Are we outputting if the current line does not equal the immediately preceding 2 lines (LAST1 || LAST2) and then incrementing the lines for the next iteration?
By extension, this also deals with the type 1 duplicates yes?
Here is my effort to translate using input
Lines of input are enumerated to for easier grasp and are not in actual file / input the program is processing.
#
# Condition construct is met on line 1
# LAST2 is empty, LAST1 is defined as current processing line, or $0
#
1 a
#
# Condition construct is met on line 2
# LAST2 is defined as LAST1 (previous line), LAST1 as current processing line, or $0
# We do that till line 6, since condition is met, replacing the values of LAST1 / LAST2 accordingly.
#
2 b
3 c
4 d
5 e
6 f
#
# In this moment, on line 7, value of LAST1 is "f", while LAST2 is "e".

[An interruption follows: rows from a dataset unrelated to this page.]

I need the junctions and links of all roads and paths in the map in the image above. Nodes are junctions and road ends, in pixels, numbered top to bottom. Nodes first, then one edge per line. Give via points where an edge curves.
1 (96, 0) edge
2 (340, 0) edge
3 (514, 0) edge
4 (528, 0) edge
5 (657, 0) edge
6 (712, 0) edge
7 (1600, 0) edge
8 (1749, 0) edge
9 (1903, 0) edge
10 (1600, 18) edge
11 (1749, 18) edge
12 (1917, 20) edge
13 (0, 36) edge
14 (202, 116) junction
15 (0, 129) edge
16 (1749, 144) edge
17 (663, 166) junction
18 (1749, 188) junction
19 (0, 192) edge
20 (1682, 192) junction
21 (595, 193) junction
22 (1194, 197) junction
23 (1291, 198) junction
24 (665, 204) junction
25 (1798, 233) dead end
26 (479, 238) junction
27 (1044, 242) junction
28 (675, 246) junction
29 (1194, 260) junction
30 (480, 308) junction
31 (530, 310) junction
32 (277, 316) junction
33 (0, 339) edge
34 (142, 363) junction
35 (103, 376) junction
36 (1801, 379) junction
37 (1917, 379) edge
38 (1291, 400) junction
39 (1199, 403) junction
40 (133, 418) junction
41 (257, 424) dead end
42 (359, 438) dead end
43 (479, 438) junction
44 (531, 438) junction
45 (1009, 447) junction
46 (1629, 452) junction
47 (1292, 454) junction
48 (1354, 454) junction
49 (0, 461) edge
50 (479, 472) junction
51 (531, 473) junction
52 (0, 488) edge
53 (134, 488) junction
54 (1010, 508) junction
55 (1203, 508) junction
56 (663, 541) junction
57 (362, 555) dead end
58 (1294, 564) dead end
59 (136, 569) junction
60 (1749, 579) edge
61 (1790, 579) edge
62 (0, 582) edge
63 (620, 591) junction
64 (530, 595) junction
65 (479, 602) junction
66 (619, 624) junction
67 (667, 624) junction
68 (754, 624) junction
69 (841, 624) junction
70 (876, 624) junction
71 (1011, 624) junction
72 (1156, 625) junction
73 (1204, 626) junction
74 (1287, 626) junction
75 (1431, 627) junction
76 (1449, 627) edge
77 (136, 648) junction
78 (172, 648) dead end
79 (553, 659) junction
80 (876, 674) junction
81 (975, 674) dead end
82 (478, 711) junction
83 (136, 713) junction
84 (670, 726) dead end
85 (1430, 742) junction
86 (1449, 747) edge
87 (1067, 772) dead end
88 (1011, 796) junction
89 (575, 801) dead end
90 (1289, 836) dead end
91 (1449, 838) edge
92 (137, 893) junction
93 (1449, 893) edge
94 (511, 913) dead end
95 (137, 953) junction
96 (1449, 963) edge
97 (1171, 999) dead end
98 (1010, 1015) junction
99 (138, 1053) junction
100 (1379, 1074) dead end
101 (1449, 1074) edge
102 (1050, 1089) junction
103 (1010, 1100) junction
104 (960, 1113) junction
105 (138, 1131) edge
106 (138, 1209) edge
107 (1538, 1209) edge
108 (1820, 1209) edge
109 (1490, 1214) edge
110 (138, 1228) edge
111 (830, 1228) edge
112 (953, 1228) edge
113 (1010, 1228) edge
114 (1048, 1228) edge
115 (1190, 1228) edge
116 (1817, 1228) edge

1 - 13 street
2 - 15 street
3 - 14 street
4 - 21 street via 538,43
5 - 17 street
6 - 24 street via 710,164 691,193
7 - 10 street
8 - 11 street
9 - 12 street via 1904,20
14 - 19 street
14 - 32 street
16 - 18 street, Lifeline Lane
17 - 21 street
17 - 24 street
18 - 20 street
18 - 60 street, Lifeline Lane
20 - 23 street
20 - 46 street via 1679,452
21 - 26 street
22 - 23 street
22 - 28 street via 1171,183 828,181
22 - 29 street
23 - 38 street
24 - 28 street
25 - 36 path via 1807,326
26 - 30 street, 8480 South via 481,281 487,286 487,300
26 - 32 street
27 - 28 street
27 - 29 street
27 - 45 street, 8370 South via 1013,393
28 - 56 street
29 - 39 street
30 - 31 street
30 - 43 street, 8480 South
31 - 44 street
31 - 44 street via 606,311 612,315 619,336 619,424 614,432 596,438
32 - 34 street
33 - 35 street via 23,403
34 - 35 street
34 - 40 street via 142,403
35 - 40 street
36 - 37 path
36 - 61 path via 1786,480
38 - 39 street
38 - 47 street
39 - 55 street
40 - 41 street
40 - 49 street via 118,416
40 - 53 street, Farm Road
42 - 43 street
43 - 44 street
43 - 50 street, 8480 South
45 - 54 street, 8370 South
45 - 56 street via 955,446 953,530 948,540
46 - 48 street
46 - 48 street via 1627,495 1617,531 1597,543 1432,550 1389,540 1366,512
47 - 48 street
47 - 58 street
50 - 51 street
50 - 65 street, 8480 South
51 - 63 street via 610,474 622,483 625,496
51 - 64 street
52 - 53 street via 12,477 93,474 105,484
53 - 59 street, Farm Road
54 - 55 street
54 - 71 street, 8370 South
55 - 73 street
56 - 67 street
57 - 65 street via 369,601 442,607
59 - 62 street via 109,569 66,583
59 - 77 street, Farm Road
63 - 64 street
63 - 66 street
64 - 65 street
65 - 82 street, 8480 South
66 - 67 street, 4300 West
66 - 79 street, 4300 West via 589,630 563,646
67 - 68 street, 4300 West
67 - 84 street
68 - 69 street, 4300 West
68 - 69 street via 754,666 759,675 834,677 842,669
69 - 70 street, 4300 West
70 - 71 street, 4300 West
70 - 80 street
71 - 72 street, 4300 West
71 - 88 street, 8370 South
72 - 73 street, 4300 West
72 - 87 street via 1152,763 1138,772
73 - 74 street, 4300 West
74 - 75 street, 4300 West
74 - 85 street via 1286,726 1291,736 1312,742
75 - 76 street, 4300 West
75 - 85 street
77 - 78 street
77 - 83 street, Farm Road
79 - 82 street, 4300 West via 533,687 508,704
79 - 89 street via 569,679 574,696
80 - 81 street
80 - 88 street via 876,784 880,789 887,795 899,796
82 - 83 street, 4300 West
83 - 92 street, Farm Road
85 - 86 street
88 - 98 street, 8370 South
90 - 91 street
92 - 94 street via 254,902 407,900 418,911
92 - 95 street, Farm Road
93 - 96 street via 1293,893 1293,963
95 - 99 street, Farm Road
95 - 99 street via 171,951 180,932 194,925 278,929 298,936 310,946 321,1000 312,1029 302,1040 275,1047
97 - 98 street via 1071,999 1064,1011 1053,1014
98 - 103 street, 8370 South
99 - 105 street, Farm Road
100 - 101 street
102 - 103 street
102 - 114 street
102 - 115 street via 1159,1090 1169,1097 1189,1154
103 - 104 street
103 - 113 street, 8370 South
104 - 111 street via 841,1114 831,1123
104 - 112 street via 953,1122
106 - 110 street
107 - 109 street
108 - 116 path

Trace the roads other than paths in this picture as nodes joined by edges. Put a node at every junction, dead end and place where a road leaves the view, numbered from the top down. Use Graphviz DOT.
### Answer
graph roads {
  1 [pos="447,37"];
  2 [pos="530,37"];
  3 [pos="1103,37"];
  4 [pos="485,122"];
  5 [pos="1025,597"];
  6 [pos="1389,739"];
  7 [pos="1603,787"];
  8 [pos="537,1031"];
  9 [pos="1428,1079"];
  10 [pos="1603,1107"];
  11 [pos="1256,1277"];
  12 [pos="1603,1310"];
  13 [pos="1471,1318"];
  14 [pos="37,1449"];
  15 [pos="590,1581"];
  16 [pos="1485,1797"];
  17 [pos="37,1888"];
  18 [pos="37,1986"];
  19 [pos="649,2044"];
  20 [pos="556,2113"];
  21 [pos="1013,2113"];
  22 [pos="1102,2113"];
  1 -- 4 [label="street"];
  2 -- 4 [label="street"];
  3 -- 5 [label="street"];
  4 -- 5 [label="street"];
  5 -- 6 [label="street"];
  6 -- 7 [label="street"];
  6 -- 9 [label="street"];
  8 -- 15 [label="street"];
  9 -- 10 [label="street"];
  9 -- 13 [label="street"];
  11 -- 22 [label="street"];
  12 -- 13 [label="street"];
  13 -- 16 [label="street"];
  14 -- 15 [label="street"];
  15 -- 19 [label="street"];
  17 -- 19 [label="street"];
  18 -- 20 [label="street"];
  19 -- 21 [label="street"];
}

# Condition construct is not met for lines 7 to 10.
# LAST1/LAST2 do not change, nor those lines will be in output
#
7 e
8 f
9 e
10 f
#
# On line 11 LAST1 or LAST2 condition construct is met again.
# LAST2 is declared as "f", and LAST1 as "a" or $0 or current processing line
# The program continues to operate as above.
#
11 a
12 b
13 c
14 d
15 e
16 f
The solution is a lookup buffer of two, implemented by the two variables LAST1 and LAST2.
The following has a configurable buffer depth
awk '
{
# preset: print
prt=1
# dont print if found in buf
for (i=1; i<=d; i++) if (buf[i%d]==$0) {
prt=0
break
}
if (prt==1) print $0
buf[NR%d]=$0
}
' d=2 file
With d=1 it will detect the repetition d d but not the e f e f
With d=3 it would also detect a repetition g h i g h i ...